You would think maturity and humility would be attractive traits that would draw a lot of people my age to respect me and look up to me. Spoiler alert: it's not.
True. But if you are misunderstanding them, it's like you speak a different language. What you think is a compliment, may sound like an insult in Klingon.

You can only make that judgement, once you understand how college kids perceive maturity and humility and what college kids think maturity and humility look like, and then consistently act like that, and then you can see the results.

So first learn what college kids think maturity and humility look like. Then and only then can you show maturity and humility to college kids.

Most people my age have not been good to me. A lot of people in the past have had a problem with me for seemingly no reason. I have been picked on for my entire life, partially because I'm small, but partially because I think I highlight the insecurities of most other people my age, and even some people older than me.

A lot of my classmates are not happy enough with themselves to give me the respect I deserve. Instead of looking at me and saying, "you know, that kid is awesome" they look and think to themselves (probably subconsciously), "this kid makes me feel bad about myself. I need to bring him down to my level to feel better about myself."
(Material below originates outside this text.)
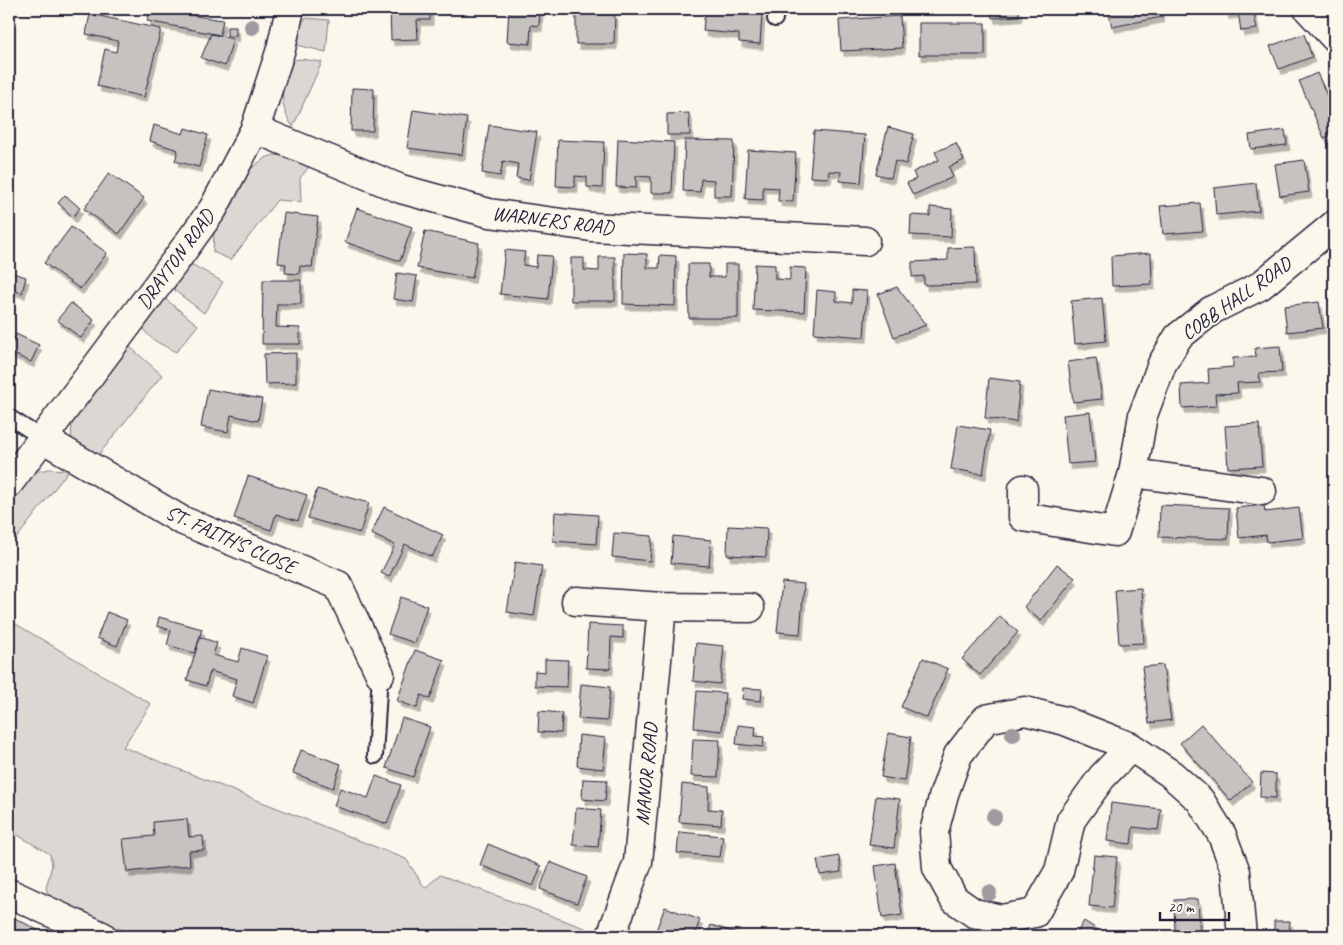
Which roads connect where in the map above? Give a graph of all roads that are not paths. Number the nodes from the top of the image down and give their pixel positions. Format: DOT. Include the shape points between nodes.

Textbook insecurity. I've put up with it my entire life and it is so unbelievably frustrating. I've gotten this from roommates, co-workers, flight instructors, friends, and so many others. Normally the people who pick on me are within a ~5 year age range of me, usually people that are still trying to figure themselves out.
You say you understand the motivations of the people who interact with you. But you only get as far as "textbook insecurity". Discovering that your program has an textbook division by zero, isn't any good until you come up with a way that it's not a problem.

You need to look at "textbook insecurity" as information and information is power. If you understand how they work, you can use their insecurity like a lever to get them eating out of your hand.

I want to be socially accepted, but that would require me to be a different person so I don't inadvertently make anyone feel bad about themselves.
You are perceiving reality as if there are only 2 extremes of either being aggressive and criticising people without consideration of their feelings at all, or being passive-aggressive and saying only those things that you think everyone will accept.

You can be assertive and state your views on different issues, without critiquing the intelligence of other people.

Not gonna happen. I am already experiencing this a bit with my current roommates, and I am just so tired of it. I can tell some of them are a bit insecure (one in particular) and I can see some conflict on the horizon.
If you're living in close quarters with someone else, you'll have to make adjustments for each other. You need to learn to be able to communicate with each other. You need to give a bit, and they need to give a bit.

It's a set of skills that you need whenever you're living with others.

SO...

For those of you who have made it all the way down here after that fucking mouthful...

I am on a quest to be happy. I want to just live my life and be myself, but it is very hard when being myself results in so people having a problem with me. I am very self-conscious. I have a feeling other people on this forum have a similar experience to me, so feel free to leave your input. Thanks.
You don't understand people, and need to understand people, to get on with them.

The beauty of people, is that they really do work as super-functional AIs, once you start to try to understand what they do from that perspective.

It makes sense as well, because humans are carbon-fibre AIs that were increasingly improved in a planet-sized evolution machine for a billion years. All humans. It's in the hardware.

Then life gets a LOT easier, and a lot more interesting.